§ **WHAT YOU WILL DO**: Please write each record out again word for word.

Stored entries
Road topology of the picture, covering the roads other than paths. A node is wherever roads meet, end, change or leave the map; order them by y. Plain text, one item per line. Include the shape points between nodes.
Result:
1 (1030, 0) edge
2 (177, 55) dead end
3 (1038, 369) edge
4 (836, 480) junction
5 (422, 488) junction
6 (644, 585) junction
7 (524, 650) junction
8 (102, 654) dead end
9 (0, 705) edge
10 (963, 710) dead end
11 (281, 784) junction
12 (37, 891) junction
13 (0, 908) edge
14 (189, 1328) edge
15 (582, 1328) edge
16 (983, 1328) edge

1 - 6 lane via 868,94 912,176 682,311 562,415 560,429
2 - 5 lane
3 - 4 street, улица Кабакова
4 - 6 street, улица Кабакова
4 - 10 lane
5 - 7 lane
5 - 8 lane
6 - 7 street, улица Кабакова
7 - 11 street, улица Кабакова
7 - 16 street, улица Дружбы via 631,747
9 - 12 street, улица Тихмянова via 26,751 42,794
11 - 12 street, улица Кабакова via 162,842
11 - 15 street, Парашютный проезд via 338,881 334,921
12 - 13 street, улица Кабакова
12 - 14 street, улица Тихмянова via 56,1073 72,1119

§ **RESPONSE TO THIS TASK**:
Road topology of the picture, covering the roads other than paths. A node is wherever roads meet, end, change or leave the map; order them by y. Plain text, one item per line. Include the shape points between nodes.
Result:
1 (1030, 0) edge
2 (177, 55) dead end
3 (1038, 369) edge
4 (836, 480) junction
5 (422, 488) junction
6 (644, 585) junction
7 (524, 650) junction
8 (102, 654) dead end
9 (0, 705) edge
10 (963, 710) dead end
11 (281, 784) junction
12 (37, 891) junction
13 (0, 908) edge
14 (189, 1328) edge
15 (582, 1328) edge
16 (983, 1328) edge

1 - 6 lane via 868,94 912,176 682,311 562,415 560,429
2 - 5 lane
3 - 4 street, улица Кабакова
4 - 6 street, улица Кабакова
4 - 10 lane
5 - 7 lane
5 - 8 lane
6 - 7 street, улица Кабакова
7 - 11 street, улица Кабакова
7 - 16 street, улица Дружбы via 631,747
9 - 12 street, улица Тихмянова via 26,751 42,794
11 - 12 street, улица Кабакова via 162,842
11 - 15 street, Парашютный проезд via 338,881 334,921
12 - 13 street, улица Кабакова
12 - 14 street, улица Тихмянова via 56,1073 72,1119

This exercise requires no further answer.